Я вспомнил его веселый нрав, подвижность, его уверенность в будущем и его бескорыстие. Невероятно, чтобы это был тот же человек, и все же я в этом не сомневался. Я встал, заплатил за виски и вышел на площадь, чтобы найти его. Мысли мои мешались. Мне и прежде случалось вспоминать о нем и от нечего делать задумываться, что же из него вышло. Никогда бы я не мог вообразить, что он живет в такой страшной нищете. Сотни, тысячи молодых людей, окрыленных надеждами, вступают на трудный путь служения искусству, но в большинстве своем они примиряются с собственной посредственностью и находят где-нибудь в жизни закоулок, в котором спасаются от голодной смерти. Это было ужасно. Я спрашивал себя, что могло с ним случиться. Какие несбывшиеся надежды сломили его дух, какие разочарования подорвали его силы, какие потерянные иллюзии стерли его в порошок? Я спрашивал себя: неужели это конец? Я обошел всю площадь. Под колоннадой его не было. Нечего было и думать найти его в толпе, окружавшей эстраду. Темнело, и я боялся, что потерял его. Потом я подошел к церкви и там увидел его сидящим на ступенях. Не могу описать, какое жалкое зрелище он собою представлял. Он попал в лапы к жизни, и она искалечила и изломала его, а потом бросила истекать кровью на каменные ступени этой церкви. Я подошел к нему.
— Вы помните Рим? — спросил я.
Он не пошевелился. Не ответил. Не обратил на меня никакого внимания, словно перед ним было пустое место. Он не смотрел на меня. Его отсутствующий взгляд застыл на черных грифах, которые отвратительно кричали и дрались на ступенях за какие-то отбросы. Я не знал, как мне поступить. Я вынул из кармана желтую кредитку и сунул ему в руку.

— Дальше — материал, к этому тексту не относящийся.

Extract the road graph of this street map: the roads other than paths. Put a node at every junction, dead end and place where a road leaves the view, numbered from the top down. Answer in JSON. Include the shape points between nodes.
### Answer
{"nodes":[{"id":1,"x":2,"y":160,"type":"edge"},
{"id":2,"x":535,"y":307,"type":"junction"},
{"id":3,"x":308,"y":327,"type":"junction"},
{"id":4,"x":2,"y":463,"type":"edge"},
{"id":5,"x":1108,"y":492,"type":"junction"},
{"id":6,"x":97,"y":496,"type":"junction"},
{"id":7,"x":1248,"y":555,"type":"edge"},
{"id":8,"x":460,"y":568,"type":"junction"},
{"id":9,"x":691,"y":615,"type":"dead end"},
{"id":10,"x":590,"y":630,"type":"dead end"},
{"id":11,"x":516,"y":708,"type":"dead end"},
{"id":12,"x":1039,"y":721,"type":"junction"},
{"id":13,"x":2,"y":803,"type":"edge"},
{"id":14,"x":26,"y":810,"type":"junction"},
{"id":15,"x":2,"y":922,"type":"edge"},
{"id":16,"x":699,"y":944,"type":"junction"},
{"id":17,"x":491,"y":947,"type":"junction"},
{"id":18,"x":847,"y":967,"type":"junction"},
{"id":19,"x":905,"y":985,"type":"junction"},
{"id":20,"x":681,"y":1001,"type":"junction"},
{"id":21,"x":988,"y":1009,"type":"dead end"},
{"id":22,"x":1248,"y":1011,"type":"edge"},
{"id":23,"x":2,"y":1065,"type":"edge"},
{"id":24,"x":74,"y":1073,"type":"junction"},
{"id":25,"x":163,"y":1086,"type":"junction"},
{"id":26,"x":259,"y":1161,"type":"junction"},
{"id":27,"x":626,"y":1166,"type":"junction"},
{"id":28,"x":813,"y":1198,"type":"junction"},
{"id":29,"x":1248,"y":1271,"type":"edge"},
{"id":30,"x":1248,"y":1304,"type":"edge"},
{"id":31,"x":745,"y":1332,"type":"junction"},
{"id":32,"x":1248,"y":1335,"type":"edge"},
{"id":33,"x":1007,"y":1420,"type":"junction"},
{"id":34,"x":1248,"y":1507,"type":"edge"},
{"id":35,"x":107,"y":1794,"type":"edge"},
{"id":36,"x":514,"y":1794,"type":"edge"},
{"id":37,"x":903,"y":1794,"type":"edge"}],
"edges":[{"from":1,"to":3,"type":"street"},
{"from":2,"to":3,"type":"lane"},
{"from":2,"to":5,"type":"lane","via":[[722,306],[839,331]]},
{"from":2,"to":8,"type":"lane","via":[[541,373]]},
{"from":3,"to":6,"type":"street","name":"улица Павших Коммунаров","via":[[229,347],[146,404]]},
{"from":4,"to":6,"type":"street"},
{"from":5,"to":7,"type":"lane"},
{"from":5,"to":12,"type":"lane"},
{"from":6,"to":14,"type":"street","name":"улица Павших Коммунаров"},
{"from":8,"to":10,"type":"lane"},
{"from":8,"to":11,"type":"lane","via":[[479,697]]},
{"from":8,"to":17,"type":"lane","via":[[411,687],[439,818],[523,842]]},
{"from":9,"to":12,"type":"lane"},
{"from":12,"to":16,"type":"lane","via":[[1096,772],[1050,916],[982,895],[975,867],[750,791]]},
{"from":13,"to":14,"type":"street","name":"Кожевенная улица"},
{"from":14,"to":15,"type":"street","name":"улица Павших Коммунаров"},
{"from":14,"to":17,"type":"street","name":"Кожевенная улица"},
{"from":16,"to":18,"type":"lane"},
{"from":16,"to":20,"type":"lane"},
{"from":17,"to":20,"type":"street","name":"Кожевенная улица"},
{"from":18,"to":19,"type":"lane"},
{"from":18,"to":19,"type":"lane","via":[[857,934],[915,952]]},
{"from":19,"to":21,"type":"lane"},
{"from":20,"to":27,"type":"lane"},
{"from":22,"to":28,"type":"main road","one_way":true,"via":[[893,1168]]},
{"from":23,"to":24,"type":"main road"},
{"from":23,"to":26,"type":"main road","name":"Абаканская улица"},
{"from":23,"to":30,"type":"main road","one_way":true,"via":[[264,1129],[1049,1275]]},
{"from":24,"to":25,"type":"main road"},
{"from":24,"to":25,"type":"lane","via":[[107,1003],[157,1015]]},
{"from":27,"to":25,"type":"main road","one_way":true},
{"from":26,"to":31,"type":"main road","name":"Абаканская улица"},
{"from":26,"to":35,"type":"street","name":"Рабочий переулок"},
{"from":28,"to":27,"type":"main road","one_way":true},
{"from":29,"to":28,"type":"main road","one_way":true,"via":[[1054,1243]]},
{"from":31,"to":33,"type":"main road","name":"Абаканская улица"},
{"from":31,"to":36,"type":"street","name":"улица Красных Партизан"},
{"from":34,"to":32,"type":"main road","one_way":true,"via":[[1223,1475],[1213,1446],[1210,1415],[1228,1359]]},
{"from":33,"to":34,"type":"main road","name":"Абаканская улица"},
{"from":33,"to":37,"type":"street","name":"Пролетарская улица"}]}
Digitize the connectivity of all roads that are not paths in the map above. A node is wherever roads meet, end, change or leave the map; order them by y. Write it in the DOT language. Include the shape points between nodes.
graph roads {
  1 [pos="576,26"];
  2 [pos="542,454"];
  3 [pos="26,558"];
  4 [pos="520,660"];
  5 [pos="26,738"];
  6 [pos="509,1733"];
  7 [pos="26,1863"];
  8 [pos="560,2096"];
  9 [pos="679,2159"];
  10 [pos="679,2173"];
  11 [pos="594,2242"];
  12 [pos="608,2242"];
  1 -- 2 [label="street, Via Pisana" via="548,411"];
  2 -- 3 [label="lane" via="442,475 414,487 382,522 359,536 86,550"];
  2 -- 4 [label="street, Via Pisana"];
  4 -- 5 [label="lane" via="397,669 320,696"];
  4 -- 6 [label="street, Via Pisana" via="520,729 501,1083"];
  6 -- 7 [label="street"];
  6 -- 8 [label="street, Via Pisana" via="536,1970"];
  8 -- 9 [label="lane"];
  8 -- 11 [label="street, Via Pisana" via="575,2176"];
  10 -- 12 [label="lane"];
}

Он не посмотрел на нее. Но рука его чуть шевельнулась, тонкие пальцы-когти сомкнулись и смяли ее, он скомкал бумажку в маленький шарик, а потом, положив его на ноготь большого пальца, подбросил в воздух, и шарик упал среди галдящих птиц. Я инстинктивно оглянулся и увидел, как одна из них схватила шарик в клюв и полетела прочь, с шумом преследуемая двумя другими. Когда я опять повернул голову, человека не было.
В Веракрусе я провел еще три дня. Его я больше не видел.
НЕЧТО ЧЕЛОВЕЧЕСКОЕ
Кажется, я всегда попадаю в Италию только в мертвый сезон. В августе и сентябре разве что остановлюсь проездом дня на два, чтобы еще разок взглянуть на милые мне по старой памяти места или картины. В эту пору очень жарко, и жители Вечного города весь день слоняются взад и вперед по Корсо. «Кафе национале» полным-полно, посетители часами сидят за столиками перед стаканом воды и пустой кофейной чашкой. В Сикстинской капелле видишь белобрысых, обожженных солнцем немцев в шортах и рубашках с открытым воротом, которые прошагали по пыльным дорогам Италии с рюкзаками, а в соборе св. Петра — кучки усталых, но усердных паломников, прибывших из какой-нибудь далекой страны. Они находятся на попечении священнослужителя и говорят на непонятных языках. В отеле «Плаза» той порой прохладно и отдохновенно. Холлы темны, тихи и просторны. В гостиной в час вечернего чая только и сидят молодой щеголеватый офицер да женщина с прекрасными глазами, пьют холодный лимонад и негромко разговаривают с чисто итальянской неутомимой живостью. Поднимаешься к себе в номер, читаешь, пишешь письма, через два часа опять спускаешься в гостиную, а они все еще разговаривают. Перед обедом кое-кто заглядывает в бар, но в остальное время он пуст, и бармен на досуге рассказывает о своей матушке в Швейцарии и о своих похождениях в Нью-Йорке. Вы с ним рассуждаете о жизни, о любви и о том, как подорожали спиртные напитки.